3. Sleater-Kinney No Cities To Love (Sub Pop)
Otto anni dopo, annunciate da un misterioso 7" inserito senza preavviso nel box antologico Start Together, le stesse Sleater-Kinney di sempre. Non suoni come una bocciatura, anzi. Come un'affermazione di identità e sicurezza dei propri mezzi, piuttosto. Come conferma di una cosa che è stata ben chiara fin da subito: il gruppo appartiene alla ristretta cerchia di chi fa musica perché deve, senza ragionare a tavolino su come questa musica debba suonare, lasciando che venga fuori e basta, e lì cominciando a lavorare per darle la miglior forma possibile. Nessuno ha nemmeno provato ad imitarle, in questi anni di pausa. Come se fossero qualcosa di intoccabile, una sfida persa in partenza. Come i Fugazi, altro gruppo della cerchia, altro gruppo ufficialmente in pausa.
Poi
certo, ci sono le sfumature. Rispetto alle bordate distorte di The
Woods,
questo No
Cities to Love
suona piuttosto come un ritorno al clima fresco e immediato degli
album precedenti,
ma con la potenza accumulata strada facendo come bonus. Brucia di
un'urgenza che ci piacerebbe trovare in ogni lavoro di un gruppo
riunito dopo tanto tempo, ed entra subito in testa. C'è
anche una netta intenzione funk, nella declinazione bianca
e tagliente nata con il post-punk, che emerge in modo più o meno
esplicito.
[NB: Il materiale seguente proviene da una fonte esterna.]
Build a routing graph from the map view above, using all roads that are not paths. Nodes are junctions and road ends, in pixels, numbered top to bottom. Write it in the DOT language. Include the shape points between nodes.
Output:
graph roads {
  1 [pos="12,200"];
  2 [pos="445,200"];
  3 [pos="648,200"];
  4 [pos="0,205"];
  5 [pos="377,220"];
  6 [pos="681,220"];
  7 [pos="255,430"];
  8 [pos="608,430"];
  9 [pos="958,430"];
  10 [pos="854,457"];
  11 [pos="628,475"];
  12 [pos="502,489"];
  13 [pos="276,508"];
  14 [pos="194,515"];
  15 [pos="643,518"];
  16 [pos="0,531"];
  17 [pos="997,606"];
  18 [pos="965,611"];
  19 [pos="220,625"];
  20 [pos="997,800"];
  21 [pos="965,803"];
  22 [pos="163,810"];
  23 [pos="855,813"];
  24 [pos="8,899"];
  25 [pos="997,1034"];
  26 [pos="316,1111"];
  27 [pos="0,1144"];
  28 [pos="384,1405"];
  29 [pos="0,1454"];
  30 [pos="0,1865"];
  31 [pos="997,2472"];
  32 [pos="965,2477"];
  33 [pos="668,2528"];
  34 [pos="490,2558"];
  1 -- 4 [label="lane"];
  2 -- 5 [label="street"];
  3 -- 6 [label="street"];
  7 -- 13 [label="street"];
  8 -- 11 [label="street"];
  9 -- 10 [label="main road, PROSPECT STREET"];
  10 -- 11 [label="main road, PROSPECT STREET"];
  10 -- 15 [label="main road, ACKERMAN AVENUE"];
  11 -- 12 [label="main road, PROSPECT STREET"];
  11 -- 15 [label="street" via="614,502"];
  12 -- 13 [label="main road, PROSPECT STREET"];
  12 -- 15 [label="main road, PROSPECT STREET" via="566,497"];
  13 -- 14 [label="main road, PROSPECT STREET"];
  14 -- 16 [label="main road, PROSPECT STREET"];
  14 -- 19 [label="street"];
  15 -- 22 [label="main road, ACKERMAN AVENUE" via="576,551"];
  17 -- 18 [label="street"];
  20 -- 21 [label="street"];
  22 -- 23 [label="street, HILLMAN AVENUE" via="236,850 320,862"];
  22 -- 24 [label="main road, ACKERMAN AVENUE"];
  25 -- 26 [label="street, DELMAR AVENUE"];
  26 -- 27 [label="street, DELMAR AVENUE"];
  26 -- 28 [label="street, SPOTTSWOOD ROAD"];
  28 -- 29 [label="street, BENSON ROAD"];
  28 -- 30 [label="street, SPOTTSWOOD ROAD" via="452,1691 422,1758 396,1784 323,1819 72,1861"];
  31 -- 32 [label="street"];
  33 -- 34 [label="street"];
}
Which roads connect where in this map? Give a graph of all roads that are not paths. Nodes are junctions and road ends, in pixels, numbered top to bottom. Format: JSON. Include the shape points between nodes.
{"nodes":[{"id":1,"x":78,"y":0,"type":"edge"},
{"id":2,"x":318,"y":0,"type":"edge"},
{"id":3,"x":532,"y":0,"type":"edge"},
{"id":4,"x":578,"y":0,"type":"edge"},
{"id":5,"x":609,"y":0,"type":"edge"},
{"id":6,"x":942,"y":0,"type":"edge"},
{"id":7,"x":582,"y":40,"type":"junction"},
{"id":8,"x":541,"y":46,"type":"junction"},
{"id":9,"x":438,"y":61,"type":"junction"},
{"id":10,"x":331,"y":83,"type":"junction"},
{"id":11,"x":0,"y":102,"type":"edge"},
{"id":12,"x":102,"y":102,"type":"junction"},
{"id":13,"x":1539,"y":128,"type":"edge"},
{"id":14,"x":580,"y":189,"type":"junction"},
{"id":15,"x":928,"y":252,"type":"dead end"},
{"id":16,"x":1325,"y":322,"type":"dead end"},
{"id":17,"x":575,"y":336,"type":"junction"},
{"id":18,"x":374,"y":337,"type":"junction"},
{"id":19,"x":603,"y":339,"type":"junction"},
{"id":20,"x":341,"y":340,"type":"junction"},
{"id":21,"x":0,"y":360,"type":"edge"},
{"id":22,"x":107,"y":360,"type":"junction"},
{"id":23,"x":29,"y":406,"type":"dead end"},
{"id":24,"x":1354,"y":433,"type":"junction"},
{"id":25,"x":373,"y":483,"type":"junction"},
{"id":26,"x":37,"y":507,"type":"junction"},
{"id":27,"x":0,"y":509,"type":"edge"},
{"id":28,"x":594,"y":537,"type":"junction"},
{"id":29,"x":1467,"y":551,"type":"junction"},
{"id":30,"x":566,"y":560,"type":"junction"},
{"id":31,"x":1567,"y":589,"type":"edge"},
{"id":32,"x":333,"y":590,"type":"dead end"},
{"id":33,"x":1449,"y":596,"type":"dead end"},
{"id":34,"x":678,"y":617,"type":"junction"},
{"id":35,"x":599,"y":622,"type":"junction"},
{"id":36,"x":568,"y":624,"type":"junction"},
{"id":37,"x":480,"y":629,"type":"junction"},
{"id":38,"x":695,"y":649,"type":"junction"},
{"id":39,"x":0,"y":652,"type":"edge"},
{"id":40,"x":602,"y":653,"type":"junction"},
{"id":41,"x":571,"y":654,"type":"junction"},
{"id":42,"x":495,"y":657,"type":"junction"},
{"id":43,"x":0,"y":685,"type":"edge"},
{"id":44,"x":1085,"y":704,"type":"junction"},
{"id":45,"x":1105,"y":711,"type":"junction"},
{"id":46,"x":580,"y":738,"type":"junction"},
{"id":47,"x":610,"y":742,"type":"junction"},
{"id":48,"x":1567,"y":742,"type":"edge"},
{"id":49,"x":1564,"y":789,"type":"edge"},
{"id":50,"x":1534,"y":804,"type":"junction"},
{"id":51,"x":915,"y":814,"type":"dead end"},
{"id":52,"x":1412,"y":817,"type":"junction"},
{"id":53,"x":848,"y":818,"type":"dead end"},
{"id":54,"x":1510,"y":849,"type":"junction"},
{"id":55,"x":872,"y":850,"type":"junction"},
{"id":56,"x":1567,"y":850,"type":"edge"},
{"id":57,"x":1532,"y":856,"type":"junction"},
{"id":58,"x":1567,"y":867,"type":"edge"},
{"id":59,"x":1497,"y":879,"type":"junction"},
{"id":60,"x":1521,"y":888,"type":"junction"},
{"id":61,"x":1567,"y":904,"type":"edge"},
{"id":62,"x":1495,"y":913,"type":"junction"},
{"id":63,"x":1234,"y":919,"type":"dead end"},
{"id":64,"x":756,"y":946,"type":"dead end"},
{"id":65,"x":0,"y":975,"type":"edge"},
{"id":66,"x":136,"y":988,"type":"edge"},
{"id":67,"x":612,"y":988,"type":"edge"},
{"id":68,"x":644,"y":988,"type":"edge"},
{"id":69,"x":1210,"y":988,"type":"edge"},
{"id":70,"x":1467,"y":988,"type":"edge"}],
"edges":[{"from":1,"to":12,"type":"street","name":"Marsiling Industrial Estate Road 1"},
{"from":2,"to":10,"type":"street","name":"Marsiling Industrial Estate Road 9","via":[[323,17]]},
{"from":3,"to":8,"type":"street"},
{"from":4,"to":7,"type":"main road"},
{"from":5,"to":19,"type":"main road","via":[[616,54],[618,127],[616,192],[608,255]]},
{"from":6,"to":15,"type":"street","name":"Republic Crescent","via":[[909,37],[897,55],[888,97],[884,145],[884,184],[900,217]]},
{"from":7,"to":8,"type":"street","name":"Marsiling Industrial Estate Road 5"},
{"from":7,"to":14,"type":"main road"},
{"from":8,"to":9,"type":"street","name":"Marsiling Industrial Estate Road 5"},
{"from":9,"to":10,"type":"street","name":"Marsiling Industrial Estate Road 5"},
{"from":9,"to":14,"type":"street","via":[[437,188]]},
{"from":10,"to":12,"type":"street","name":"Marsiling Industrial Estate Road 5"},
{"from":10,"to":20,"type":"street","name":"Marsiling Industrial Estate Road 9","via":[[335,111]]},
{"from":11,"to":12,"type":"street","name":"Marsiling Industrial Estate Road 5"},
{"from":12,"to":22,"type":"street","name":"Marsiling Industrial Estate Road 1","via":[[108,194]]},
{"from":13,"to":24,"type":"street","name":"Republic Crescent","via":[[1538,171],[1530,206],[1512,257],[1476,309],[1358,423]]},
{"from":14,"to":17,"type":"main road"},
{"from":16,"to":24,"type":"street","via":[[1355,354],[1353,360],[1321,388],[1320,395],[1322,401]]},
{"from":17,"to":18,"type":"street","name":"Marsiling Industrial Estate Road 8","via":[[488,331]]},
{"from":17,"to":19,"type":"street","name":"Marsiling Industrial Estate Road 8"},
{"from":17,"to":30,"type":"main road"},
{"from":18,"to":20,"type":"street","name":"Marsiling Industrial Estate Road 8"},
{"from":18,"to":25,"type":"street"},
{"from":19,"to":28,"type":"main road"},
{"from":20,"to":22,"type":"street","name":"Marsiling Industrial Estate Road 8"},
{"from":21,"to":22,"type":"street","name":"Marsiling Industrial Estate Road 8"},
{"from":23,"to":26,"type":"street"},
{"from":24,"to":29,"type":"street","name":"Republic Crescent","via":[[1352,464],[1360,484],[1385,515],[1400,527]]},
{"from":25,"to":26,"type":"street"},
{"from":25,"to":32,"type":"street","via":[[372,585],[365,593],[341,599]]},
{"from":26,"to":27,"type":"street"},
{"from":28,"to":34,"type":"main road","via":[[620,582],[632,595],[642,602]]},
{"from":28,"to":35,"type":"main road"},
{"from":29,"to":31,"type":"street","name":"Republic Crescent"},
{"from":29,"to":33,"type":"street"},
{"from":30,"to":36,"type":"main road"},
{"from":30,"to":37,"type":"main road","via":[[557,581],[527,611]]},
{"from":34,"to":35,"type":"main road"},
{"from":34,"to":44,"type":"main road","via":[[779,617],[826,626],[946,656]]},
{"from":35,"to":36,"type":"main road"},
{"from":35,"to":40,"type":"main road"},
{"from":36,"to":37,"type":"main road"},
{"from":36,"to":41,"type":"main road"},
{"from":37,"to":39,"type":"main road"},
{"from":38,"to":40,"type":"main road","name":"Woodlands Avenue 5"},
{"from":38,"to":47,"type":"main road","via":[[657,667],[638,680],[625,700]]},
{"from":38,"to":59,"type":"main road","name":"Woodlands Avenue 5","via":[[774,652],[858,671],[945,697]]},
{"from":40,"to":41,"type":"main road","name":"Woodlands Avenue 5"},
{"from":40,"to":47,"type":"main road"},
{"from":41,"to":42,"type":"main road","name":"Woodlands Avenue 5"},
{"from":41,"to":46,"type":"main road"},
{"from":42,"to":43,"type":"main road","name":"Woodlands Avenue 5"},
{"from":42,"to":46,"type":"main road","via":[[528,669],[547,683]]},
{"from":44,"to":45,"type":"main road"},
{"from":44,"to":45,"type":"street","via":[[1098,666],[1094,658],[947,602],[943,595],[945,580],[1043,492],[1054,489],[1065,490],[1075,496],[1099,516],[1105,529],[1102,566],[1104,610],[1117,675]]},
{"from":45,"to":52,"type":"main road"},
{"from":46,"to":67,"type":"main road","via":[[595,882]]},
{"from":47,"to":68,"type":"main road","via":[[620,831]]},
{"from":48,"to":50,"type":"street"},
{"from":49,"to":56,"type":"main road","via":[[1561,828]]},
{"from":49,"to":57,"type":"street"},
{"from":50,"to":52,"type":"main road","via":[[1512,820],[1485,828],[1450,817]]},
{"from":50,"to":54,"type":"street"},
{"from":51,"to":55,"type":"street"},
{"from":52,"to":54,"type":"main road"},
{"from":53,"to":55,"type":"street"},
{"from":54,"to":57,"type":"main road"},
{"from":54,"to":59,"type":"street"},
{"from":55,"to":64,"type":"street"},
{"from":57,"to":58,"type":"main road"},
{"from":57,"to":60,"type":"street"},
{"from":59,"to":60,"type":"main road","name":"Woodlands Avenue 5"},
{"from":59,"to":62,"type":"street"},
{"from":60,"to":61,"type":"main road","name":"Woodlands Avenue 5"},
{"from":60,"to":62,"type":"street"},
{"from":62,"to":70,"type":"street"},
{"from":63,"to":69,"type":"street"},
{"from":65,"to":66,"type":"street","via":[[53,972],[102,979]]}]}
Come se le tre avessero scoperto adesso, naturalmente a
modo loro, i Franz Ferdinand del primo album, che per quanto démodé
possa apparire la citazione restano una delle migliori ipotesi di
lavoro pop su quel suono. Ci sono anche quattro o cinque delle
migliori canzoni mai firmate dal trio, e una carica in fondo
prevedibile, ma non fino a questo punto. Di meglio non si poteva
sperare.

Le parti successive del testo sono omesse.